John Waters and music director Stewart D’Arrietta team up in Radio Luxembourg, which is touring nationally next year.

A generation of young people in post-war Britain grew up listening to Radio Luxembourg. As the BBC failed to play enough modern music, teenagers in droves tuned their radio dial to this station broadcasting from Western Europe. Later, they also tuned into the “pirate ships” broadcasting from international waters to catch the latest hits from Britain, Europe and the US.

Metaphorically, this was a period when the post-World War II world was shifting from black-and-white to colour. And it all coincided with the rise of the transistor radio. Freedom beckoned.

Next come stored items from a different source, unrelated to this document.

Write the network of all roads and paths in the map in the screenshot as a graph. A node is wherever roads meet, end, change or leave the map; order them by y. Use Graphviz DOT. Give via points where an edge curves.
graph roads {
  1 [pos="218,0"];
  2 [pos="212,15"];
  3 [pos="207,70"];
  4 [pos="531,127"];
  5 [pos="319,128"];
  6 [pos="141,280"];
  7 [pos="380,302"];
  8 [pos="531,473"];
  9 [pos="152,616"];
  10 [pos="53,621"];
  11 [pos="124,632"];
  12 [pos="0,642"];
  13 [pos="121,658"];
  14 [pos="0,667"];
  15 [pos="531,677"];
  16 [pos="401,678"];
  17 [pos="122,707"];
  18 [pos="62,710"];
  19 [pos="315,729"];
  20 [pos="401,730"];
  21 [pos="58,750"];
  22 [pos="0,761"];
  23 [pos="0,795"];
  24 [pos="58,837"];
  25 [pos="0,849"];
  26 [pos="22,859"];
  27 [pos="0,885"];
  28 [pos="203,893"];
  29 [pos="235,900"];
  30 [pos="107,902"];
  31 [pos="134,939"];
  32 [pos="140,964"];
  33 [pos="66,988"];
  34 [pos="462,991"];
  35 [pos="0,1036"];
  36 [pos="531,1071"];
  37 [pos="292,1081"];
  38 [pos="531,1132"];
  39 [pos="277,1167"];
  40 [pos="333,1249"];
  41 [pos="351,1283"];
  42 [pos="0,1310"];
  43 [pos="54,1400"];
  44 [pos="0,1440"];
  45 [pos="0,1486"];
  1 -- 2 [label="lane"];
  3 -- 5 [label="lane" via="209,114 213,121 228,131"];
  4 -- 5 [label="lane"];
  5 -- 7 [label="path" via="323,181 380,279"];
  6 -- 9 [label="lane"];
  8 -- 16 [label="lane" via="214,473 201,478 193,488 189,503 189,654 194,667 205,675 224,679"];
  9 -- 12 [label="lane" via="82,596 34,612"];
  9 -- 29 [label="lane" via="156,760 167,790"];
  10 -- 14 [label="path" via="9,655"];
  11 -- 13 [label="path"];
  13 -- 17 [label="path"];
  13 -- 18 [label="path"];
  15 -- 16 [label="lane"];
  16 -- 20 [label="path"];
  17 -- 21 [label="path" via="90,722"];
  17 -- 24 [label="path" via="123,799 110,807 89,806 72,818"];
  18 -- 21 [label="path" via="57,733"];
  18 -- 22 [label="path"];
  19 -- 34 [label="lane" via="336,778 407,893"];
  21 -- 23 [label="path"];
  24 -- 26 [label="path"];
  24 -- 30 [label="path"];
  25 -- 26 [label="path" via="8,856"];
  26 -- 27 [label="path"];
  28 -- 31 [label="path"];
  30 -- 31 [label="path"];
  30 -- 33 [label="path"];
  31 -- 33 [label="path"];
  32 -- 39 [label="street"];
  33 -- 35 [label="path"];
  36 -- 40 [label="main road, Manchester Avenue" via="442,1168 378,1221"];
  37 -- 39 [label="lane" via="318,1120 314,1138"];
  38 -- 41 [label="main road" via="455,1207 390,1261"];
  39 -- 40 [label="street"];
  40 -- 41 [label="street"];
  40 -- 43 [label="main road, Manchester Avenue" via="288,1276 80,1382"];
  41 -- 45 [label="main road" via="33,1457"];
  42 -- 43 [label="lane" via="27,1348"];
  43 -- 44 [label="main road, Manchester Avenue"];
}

The temper of those times had a significant impact on UK-born actor John Waters. Waters has appeared on our small and big screens in everything from the ABC television sensation Rush in the early 1970s to the upcoming Robbie Williams biopic Better Man, which is set to become a major cinema hit over Christmas and into 2025.

Music has always been a massive part of Waters’ life. Now he has crafted a new show, built around a six-piece band, to celebrate the songs that made London and the rest of the world swing. It’s aptly called, Radio Luxembourg.

“We all listened to Radio Luxembourg for our pop music because the BBC had a monopoly on the airwaves and didn’t play it,” Waters says. “It had to be broadcast from the continental mainland so the record companies could promote their music properly.”

Commercial radio licenses were not allowed in the UK, so the British record industry wholeheartedly supported these stations, plying them with new music and allowing them to circumvent the seemingly archaic laws of the time.

Waters’ show, which features Stewart D’Arrietta and The Chartbusters, will  tour nationally in early 2025, including a show at the Princess Theatre in Brisbane on January 11 and shows in Adelaide on March 7 and 8.

The show will zone in on the highlights of the British pop songbook covering everything from the pop lilt of The Kinks’ Waterloo Sunset to the raucous My Generation by The Who – and a whole lot in-between.

Between the songs, Waters will recount anecdotes about the music and his personal experiences.

Well known for his tribute show to John Lennon, Looking Through A Glass Onion, which is part-theatre and part-musical, Waters began his career in show business playing in bands around London in the 1960s.

“I was 15 or 16 when I was first approached by some slightly older guys from my school who said, ‘We’re looking for a backup singer, and we heard you playing and singing. Would you join the band?’,” he recalls.

“I thought it sounded exciting. But then they said, ‘We want you to be the bass player’. I replied, ‘I don’t play bass’. The band leader, Tony, said, ‘It’s easy! It’s just the same bottom four strings as a guitar – one note at a time, simple!’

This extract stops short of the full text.